We must think of wellness as an officer safety issue. Suicide is the single leading cause of death for law enforcement professionals in North America. Of the 132 line-of-duty deaths in North America in 2015, 18 of them were heart attack deaths, and we have no way of knowing how many officers died of heart attacks after their shifts or on their days off.

Sleep: This is directly related to wellness and it’s sadly true: Law enforcement professionals are chronically sleep deprived. That sleep debt is directly linked to our collective cardiac, type-2 diabetes, obesity and mental health issues.

Fatigue is also a factor in some of the less desirable decisions we make. A person who has been up for 17 to 19 hours has the cognitive impairment of someone with a blood alcohol level of .05 and someone who has been up for 24 hours has the cognitive impairment of someone with a blood alcohol level of .10.
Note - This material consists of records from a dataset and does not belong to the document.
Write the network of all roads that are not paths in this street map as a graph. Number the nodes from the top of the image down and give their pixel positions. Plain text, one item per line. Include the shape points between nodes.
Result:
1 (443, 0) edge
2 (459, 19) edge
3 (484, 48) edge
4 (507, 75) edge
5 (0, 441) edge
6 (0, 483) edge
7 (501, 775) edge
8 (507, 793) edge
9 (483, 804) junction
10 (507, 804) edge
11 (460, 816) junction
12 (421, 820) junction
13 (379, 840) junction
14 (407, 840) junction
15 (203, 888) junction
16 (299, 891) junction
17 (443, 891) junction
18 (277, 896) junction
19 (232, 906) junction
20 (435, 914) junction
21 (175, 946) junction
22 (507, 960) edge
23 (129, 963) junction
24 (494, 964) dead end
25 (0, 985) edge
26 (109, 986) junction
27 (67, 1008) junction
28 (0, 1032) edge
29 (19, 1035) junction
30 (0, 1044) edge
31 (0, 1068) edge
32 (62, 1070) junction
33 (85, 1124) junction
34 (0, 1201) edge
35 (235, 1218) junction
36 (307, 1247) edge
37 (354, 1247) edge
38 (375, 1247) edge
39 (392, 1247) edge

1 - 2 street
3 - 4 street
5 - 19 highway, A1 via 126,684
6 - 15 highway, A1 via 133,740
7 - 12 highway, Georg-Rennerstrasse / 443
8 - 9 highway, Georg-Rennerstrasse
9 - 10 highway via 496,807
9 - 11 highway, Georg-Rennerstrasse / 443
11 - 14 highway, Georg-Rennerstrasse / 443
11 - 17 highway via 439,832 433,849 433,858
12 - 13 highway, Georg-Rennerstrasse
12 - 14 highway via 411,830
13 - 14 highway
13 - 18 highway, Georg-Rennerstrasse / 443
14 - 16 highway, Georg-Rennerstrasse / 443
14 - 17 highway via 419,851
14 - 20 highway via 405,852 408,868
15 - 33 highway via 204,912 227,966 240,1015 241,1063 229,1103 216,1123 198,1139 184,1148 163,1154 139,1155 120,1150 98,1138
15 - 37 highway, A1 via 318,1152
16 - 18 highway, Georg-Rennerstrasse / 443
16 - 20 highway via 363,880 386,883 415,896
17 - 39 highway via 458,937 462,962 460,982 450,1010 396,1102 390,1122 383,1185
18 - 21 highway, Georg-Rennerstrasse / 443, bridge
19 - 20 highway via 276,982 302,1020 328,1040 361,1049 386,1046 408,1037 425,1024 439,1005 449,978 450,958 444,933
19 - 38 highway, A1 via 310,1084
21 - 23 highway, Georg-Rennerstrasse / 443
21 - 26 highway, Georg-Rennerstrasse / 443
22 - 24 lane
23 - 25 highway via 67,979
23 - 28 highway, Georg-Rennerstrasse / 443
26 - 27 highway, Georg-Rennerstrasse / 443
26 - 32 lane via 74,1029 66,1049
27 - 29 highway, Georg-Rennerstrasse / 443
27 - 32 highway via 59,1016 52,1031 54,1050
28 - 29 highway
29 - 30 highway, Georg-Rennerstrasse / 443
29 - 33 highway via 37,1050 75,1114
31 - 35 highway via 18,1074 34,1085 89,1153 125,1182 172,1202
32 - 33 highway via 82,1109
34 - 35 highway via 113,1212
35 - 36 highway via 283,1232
If you showed up for work with a blood alcohol level of .01, we would send you home. Yet almost every law enforcement professional can think of numerous times when they have been at work, and potentially making life-and-death decisions when they’ve been up for at least 24 hours.

Inter-generational conflict: It’s time to stop the age-old tradition of bashing the “new generation” and stop telling the lies that the so-called Millennials are “selfish, self-centered and entitled.” The research on generations refers to the Millennials as “The Next Greatest Generation” and suggests they are the most service oriented and most entrepreneurial generation in history.

The reality is that regardless of how long you have been on the job, they were complaining about you and your generation when you started. Every generation has strengths and challenges.

Millennials didn’t invent the question, “Why?” Humans are, after all, curious by nature. But the Millennials may be the first generation in a while with the courage to ask that question—and expect an intelligent response. Rather than getting frustrated by Why, or seeing the person asking as being insubordinate, get out front of the question. When time allows (which is most of the time) explain what’s behind the directive, policy, or decision.

When people understand the Why they are often more supportive of the decision and more eager to get into the How and the What. “Do it because I told you to” is not an effective communication or leadership style.

Leadership: Many agencies use the promise of the opportunity to be a SWAT operator, K-9 handler, major crimes detective, or move up through the ranks as an enticement to get people to join their agency. Then they complain about the new officers that want those promised opportunities right away.

It is time to make leadership part of the culture. In many agencies leadership is a course. You have to take a leadership course or courses so you can tick off the box when you apply for promotion or specialty units. Once you take the course, however, there is no follow-up: no examination of the lessons learned or how to apply those lessons in the real world.

A culture of leadership requires a consistent philosophy and language that is shared throughout the organization. A culture of leadership requires that leadership be taught at all levels of the organization, starting at the foundational level—patrol.

Conclusion

I encourage leaders to use two questions and three rules as the starting point for this culture. The two questions are:

  1. 1. What’s Important Now (WIN)?
  2. 2. What’s the right thing to do?

The three rules come from Pete Carroll’s WIN Forever philosophy and they are:

  1. Always protect the team.
  2. No whining, no complaining, no excuses.
  3. Be early.

These simple questions and rules can be woven into the fabric of any agency and used in decision making at all levels of the organization. Now, more than ever, we need a culture of strong, courageous leadership in law enforcement.